One of our most striking developments has been the creation of the ‘international classroom’. We are convinced that working in tutorial groups with students of different origins, different cultural backgrounds, and thus with distinct contributions to offer the group is of great value to the learning process. Exploring problems from different perspectives and backgrounds generates a unique added value in the sense that students are confronted with different ways of thinking and different viewpoints that would remain unexplored if the tutorial group were more homogenous in composition. Students who are educated in the environment of a genuinely international classroom are best prepared to work in a rapidly internationalising and globalising labour market for highly-educated professionals. The aim of our policy is thus to create an educational climate in which students can learn from one another and gain experience in different social and cultural skills. In the coming period, we, therefore, will differentiate the composition of the tutorial groups in terms of nationality, gender, competences and other qualities, more than has been the case to date. This will require investments in the further internationalisation of the student population, with a view to achieving a sound balance between the admission of students from the Netherlands and abroad. When properly applied, differentiation of this kind can help to increase the quality of education even further. {Internationalisering Onderwijs{222

The small scale of our education is one of our hallmarks. Even with a growing student population in virtually all of our programmes, we have succeeded in maintaining this approach. The recipe for success in maintaining this small scale even within largescale programmes is communication with students combined with strongly committed educators. In the coming plan period, we will evaluate whether we can improve the quality still further by subsuming largescale programmes into small, manageable schools or colleges (in the vein of university colleges, for example) where there is a strong sense of academic community. {Onderwijsintensiteit{95

Along with profiling the format of our programmes, we will develop our unique profile based on its content.

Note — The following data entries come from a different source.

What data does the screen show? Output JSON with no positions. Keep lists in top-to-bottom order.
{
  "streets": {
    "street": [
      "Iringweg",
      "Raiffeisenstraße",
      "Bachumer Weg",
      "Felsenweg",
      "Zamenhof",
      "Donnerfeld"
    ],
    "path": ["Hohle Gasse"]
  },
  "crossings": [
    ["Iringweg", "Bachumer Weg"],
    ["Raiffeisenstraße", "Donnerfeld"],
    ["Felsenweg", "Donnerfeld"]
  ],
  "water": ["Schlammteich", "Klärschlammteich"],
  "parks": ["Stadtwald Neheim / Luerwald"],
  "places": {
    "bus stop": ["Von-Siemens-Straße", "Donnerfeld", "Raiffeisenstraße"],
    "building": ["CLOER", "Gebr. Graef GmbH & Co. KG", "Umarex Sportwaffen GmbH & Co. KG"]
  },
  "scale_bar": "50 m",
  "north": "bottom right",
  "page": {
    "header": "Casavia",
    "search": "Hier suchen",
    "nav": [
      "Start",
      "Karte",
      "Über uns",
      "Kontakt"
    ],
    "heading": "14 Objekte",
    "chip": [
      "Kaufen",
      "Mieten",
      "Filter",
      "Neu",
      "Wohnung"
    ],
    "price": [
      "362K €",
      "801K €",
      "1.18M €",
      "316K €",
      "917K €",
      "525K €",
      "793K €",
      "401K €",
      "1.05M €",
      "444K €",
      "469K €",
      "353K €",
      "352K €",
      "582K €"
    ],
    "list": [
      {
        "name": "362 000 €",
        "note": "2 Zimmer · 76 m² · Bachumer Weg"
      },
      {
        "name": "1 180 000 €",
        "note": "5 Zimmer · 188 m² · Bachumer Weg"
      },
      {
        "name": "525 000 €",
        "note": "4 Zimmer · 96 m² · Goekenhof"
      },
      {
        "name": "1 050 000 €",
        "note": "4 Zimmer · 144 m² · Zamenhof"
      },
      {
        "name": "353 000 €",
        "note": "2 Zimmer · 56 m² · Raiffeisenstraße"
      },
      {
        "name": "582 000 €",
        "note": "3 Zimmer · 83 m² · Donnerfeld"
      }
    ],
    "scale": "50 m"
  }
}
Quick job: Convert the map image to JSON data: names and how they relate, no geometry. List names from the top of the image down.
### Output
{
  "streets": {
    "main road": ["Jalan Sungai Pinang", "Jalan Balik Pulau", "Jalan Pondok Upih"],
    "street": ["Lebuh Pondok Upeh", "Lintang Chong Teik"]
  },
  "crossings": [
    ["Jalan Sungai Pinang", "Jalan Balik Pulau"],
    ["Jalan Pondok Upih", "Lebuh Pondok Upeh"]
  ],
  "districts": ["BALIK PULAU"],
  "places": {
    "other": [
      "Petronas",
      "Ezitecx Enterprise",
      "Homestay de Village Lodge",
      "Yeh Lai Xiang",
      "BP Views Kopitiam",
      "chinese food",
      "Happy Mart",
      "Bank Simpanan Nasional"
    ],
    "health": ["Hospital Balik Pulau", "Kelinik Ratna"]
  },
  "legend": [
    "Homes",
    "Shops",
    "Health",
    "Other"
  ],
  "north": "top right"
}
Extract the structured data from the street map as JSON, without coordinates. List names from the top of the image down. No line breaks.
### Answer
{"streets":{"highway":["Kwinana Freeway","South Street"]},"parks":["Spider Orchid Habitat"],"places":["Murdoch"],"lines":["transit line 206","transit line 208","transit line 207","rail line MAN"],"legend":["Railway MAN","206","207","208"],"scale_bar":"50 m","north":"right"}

The central role given to international and European programmes within Maastricht University is underpinned by the specific knowledge and expertise that the university has accrued over the years, the profile of the university as an international organisation, as well as the image of Maastricht as a city in the heart of Europe and the birthplace of the European Union. Specific programmes such as International Business, European Studies, European Law and European Public Health are examples of international jewels in Maastricht University’s educational crown. And we continue to seek further internationalisation of education through a range of measures that are relatively straightforward to implement, such as increasing internship opportunities outside as well as within the EEA, attracting more guest lecturers from abroad and supporting internationalisation activities (and simulations thereof) by students and student organisations with an academic component. The international programmes will be strengthened where possible and aligned with existing or soon-to-be-established multidisciplinary research programmes. Also, partly in this context of internationalisation, we will examine the scope for the development of interfaculty programmes. {Internationalisering Onderwijs{190

In the last period, we began taking various steps to reinforce and expand the sciences at Maastricht University. This process has led to the launch of the Maastricht Science Programme in 2011 and the launch of two related master’s programmes and associated research institutes in Biobased Materials and Systems Biology. We are confident that our collaboration with the business sector and government authorities will enable us to accelerate this development of the sciences. Priorities for this period will be the development of joint programmes with leading institutes abroad and participation in the Erasmus Mundus programme. These initiatives should help to promote quality and give rise to an even more attractive education portfolio for both students and staff. {Joint Degree{44 Given the existing programme selection, however, it is unlikely that new programmes will be developed and introduced in the new plan period at the same pace as in previous years. Rather, we will focus on consolidation with an emphasis on quality. From the viewpoint of efficiency, transparency and profiling, especially in cases where new study programmes are launched, we will need to consider carefully whether existing programmes can be integrated or discontinued.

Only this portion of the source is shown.